[Opening GIVEN ENTRIES section]
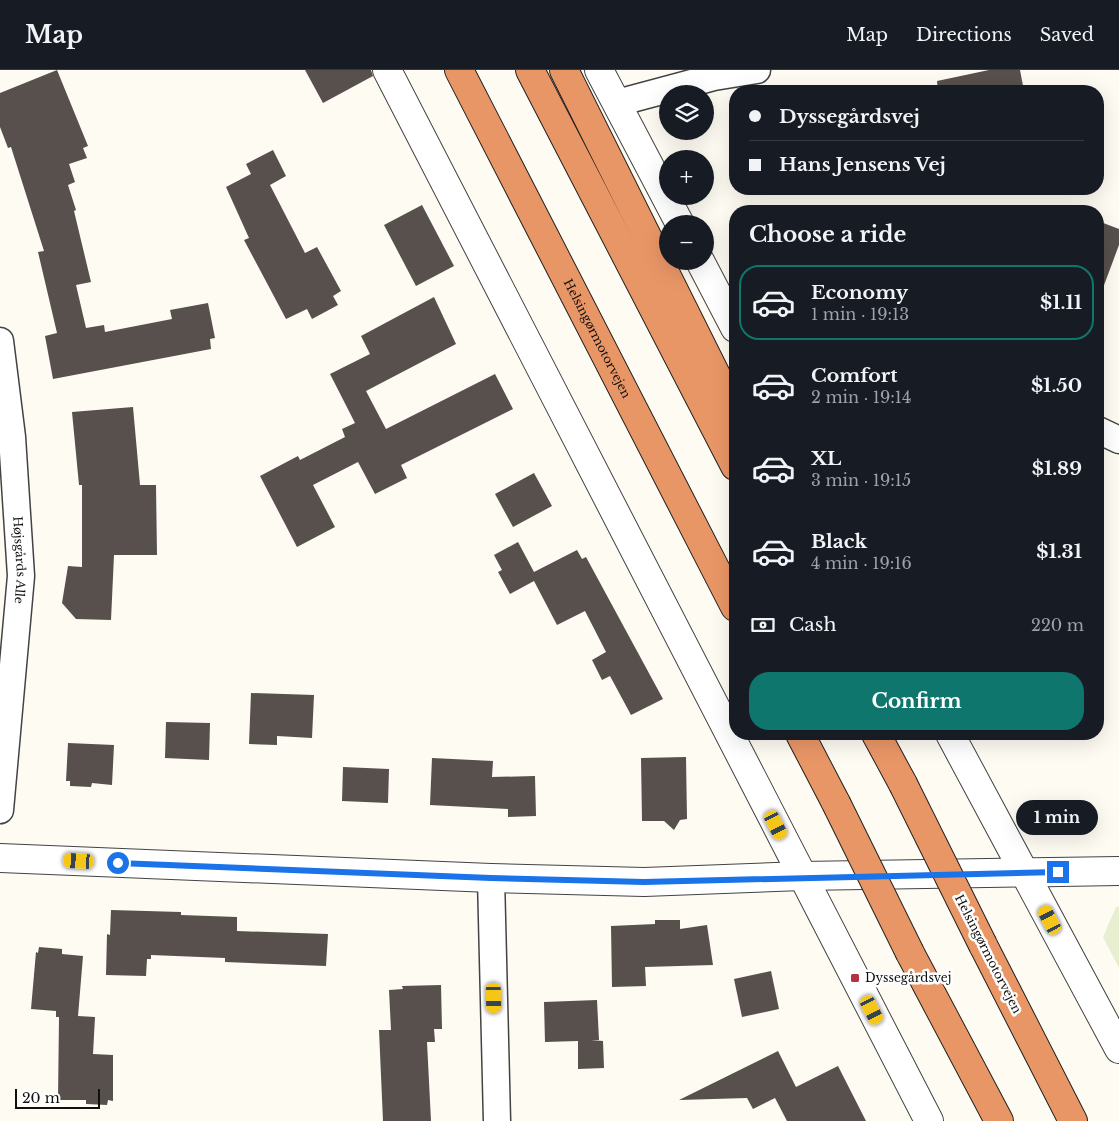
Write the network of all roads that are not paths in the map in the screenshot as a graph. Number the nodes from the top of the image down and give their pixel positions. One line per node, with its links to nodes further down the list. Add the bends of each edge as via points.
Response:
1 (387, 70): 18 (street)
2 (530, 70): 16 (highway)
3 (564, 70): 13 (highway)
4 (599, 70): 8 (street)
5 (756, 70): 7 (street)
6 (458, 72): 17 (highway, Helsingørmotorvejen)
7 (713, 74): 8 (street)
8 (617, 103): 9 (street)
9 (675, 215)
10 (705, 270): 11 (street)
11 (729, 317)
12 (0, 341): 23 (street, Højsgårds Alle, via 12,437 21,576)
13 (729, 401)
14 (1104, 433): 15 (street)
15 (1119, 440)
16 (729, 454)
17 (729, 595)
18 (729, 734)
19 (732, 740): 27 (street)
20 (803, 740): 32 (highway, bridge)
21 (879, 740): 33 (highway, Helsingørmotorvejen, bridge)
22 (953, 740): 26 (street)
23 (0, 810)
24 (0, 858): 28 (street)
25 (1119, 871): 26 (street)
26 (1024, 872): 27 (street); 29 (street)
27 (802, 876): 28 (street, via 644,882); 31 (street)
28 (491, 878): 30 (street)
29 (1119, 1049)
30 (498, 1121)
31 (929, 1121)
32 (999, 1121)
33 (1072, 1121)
[Closing GIVEN ENTRIES section]
Your answer must be an exact transcription of every entry, minus the pictures.

Write the network of all roads that are not paths in the map in the screenshot as a graph. Number the nodes from the top of the image down and give their pixel positions. One line per node, with its links to nodes further down the list. Add the bends of each edge as via points.
Response:
1 (387, 70): 18 (street)
2 (530, 70): 16 (highway)
3 (564, 70): 13 (highway)
4 (599, 70): 8 (street)
5 (756, 70): 7 (street)
6 (458, 72): 17 (highway, Helsingørmotorvejen)
7 (713, 74): 8 (street)
8 (617, 103): 9 (street)
9 (675, 215)
10 (705, 270): 11 (street)
11 (729, 317)
12 (0, 341): 23 (street, Højsgårds Alle, via 12,437 21,576)
13 (729, 401)
14 (1104, 433): 15 (street)
15 (1119, 440)
16 (729, 454)
17 (729, 595)
18 (729, 734)
19 (732, 740): 27 (street)
20 (803, 740): 32 (highway, bridge)
21 (879, 740): 33 (highway, Helsingørmotorvejen, bridge)
22 (953, 740): 26 (street)
23 (0, 810)
24 (0, 858): 28 (street)
25 (1119, 871): 26 (street)
26 (1024, 872): 27 (street); 29 (street)
27 (802, 876): 28 (street, via 644,882); 31 (street)
28 (491, 878): 30 (street)
29 (1119, 1049)
30 (498, 1121)
31 (929, 1121)
32 (999, 1121)
33 (1072, 1121)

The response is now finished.